Bourse down in thin trade

Thursday, 15 December 2011 01:14 -     - {{hitsCtrl.values.hits}}

Reuters: Sri Lanka’s stock market fell in thin volume on Wednesday despite foreign buying, while the Central Bank held the rupee steady against dollar demand from offshore investors cashing in treasury bonds.

The main share index closed 0.73 per cent or 43.67 points weaker at 5,950.99, its lowest close since 25 November.

The day’s turnover was Rs. 498.5 million ($ 4.38 million), far below last year’s average of 2.4 billion and this year’s 2.4 billion.

Analysts said the market was going through a typical year-end bout before the Christmas holidays while investors and brokers awaited direction from the Securities and Exchange Commission under a new Chief.

The market has become attractive after falling 12.3 per cent since 1 October and it is trading at a forward price-to-earnings (P/E) ratio of 10.8, lower than emerging markets like Indonesia (13.1), Malaysia (13.4), and the Philippines (12.4).

 On a net basis, foreign investors bought 290,950 shares in John Keells Holdings PLC, which ended 1.7 per cent weaker at 179 rupees.

The bourse saw a net foreign inflow of 58 million rupees on Wednesday, and foreign investors have sold 18.2 billion thus far in 2011, and a record 26.4 billion in 2010.

Total volume was 26.5 million shares, against a five-day average of 21 million. The 30-day and 90-day average trading volumes were 52.7 million and 95.4 million. Last year’s daily average was 67.9 million.

The Colombo Stock Exchange is Asia’s 12th-best performer with a year-to-date loss of 10.32 per cent after being at the top until June. It delivered Asia’s best returns in 2009 and 2010.

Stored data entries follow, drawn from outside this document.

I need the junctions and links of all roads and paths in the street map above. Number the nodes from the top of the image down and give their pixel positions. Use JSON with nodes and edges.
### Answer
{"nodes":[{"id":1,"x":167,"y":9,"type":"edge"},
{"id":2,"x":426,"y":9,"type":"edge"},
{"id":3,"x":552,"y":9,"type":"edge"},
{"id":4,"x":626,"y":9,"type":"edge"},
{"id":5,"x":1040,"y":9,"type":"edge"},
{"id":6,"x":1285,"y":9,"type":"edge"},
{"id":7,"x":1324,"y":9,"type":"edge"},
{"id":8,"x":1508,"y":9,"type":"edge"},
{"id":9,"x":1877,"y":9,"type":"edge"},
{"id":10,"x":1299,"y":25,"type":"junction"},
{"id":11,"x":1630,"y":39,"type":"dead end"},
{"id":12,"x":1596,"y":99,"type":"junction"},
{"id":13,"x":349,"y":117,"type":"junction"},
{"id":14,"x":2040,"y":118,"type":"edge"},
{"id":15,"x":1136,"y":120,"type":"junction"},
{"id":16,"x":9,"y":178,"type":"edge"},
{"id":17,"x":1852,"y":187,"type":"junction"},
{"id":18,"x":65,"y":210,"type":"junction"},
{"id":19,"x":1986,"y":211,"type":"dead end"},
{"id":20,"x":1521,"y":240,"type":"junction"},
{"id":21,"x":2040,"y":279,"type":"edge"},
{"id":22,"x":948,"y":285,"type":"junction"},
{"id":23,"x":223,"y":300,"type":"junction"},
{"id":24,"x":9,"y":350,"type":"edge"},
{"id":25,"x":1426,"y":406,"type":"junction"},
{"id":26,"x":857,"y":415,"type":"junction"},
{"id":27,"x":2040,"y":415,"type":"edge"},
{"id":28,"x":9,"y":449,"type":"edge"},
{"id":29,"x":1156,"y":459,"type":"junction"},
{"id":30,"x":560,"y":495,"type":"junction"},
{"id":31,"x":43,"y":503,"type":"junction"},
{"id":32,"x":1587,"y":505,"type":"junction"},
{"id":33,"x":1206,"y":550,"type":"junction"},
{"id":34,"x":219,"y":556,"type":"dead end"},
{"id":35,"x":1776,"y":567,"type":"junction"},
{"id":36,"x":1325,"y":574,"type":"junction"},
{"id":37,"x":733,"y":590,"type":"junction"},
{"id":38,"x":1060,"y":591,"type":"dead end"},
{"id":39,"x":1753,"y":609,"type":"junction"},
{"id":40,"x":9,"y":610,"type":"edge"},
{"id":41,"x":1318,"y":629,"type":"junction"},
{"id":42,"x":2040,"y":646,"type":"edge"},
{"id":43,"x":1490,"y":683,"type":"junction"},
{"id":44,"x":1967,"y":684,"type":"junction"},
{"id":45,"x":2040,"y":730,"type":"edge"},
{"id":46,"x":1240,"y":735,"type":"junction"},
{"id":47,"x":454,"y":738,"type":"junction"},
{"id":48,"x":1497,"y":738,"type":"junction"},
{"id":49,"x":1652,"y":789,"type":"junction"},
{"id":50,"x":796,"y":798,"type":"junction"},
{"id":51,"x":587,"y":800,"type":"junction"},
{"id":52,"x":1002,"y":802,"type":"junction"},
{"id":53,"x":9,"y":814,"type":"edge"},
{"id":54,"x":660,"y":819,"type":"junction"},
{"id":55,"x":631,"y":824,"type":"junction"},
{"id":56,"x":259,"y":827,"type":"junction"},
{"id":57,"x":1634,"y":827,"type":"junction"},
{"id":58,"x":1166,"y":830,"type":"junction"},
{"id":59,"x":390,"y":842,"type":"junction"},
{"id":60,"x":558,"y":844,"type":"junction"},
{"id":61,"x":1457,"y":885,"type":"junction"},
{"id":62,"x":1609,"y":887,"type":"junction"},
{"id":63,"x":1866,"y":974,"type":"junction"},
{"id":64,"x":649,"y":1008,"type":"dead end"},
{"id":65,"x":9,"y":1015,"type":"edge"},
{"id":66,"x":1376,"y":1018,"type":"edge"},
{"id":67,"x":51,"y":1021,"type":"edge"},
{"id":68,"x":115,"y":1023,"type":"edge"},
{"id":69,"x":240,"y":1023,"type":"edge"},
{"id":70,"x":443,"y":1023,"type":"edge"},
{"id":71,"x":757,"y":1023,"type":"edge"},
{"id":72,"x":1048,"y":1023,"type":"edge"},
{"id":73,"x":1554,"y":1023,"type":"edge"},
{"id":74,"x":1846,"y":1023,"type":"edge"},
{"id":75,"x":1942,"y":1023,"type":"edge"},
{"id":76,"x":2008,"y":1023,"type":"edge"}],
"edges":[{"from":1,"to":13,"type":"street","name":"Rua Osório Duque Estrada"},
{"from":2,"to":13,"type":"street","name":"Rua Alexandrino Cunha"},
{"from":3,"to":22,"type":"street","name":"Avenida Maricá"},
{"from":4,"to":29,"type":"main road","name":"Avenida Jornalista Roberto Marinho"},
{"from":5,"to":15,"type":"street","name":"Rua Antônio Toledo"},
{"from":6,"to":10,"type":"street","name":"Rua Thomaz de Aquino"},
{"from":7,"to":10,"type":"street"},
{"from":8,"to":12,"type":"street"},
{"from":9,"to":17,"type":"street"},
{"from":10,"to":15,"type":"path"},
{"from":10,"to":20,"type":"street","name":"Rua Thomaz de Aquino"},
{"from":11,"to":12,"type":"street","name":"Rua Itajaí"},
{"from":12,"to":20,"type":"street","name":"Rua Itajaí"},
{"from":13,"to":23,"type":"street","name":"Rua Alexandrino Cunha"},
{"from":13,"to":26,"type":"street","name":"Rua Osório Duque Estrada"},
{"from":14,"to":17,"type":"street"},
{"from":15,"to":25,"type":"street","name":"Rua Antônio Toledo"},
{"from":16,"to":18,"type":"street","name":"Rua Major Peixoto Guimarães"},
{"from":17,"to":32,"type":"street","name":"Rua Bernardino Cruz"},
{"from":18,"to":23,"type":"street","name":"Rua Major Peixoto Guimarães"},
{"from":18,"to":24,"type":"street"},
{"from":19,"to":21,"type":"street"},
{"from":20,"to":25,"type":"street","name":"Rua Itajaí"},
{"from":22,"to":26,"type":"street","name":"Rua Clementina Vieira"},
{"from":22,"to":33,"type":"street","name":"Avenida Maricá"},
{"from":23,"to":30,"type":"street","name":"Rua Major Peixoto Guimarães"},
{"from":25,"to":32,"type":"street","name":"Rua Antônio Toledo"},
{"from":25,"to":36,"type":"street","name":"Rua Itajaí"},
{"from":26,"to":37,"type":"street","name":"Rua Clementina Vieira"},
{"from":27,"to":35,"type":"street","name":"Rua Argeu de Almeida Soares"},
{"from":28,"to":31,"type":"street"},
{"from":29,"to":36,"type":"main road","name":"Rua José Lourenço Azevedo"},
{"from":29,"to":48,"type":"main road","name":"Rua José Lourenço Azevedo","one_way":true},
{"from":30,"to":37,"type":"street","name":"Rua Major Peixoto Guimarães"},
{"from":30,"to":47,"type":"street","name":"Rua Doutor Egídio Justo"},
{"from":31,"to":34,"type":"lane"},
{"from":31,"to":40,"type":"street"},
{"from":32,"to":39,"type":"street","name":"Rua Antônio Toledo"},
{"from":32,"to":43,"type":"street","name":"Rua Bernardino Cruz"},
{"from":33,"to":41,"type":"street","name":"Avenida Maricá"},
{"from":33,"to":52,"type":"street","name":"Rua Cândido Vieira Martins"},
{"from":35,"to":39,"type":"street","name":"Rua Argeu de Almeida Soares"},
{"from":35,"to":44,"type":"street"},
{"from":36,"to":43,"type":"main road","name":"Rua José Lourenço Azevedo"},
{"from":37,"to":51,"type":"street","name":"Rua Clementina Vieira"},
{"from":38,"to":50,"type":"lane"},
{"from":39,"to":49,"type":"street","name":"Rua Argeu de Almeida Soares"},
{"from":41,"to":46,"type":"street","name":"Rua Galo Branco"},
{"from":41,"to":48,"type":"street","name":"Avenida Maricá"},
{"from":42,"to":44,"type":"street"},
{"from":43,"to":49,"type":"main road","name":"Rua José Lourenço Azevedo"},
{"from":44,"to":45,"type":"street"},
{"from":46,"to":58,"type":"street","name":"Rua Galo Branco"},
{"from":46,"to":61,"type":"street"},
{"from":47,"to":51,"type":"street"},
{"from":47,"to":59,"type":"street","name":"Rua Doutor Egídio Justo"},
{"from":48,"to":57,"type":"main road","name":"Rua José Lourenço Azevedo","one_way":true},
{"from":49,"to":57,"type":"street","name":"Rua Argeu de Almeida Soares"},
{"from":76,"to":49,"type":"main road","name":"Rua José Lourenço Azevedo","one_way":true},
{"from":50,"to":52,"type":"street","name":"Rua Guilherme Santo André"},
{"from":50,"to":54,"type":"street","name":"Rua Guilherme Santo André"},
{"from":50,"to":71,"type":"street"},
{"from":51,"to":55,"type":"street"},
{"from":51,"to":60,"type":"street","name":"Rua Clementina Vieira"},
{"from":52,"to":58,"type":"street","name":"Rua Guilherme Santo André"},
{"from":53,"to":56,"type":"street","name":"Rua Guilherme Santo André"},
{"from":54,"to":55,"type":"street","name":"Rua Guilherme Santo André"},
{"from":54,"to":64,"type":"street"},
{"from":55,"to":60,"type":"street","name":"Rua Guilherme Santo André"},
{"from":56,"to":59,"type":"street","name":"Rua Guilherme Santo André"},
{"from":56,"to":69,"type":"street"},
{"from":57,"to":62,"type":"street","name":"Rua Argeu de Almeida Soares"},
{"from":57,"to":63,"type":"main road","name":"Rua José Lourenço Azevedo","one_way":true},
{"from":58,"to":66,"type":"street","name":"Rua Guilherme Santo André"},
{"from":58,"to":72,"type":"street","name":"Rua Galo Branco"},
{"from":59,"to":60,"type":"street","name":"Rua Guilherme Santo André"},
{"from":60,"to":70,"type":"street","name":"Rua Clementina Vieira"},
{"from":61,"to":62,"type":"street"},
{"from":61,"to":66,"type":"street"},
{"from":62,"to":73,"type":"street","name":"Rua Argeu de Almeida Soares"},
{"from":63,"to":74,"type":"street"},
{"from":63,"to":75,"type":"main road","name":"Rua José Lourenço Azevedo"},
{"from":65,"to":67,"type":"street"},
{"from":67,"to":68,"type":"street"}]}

The rupee closed flat at 113.89/90 rupees a dollar for a 16th day despite heavy dollar demand, as the Central Bank spent $50 million defending it, dealers said.

Three traders Reuters spoke with said the dollar demand came from a foreign bank, which had facilitated some offshore clients’ sale of Sri Lankan Treasury securities, without elaborating.

Since the 22 November devaluation, the Central Bank has spent around $375 million to hold the exchange rate steady. It spent almost $2 billion this year until the end of September holding back depreciation pressure.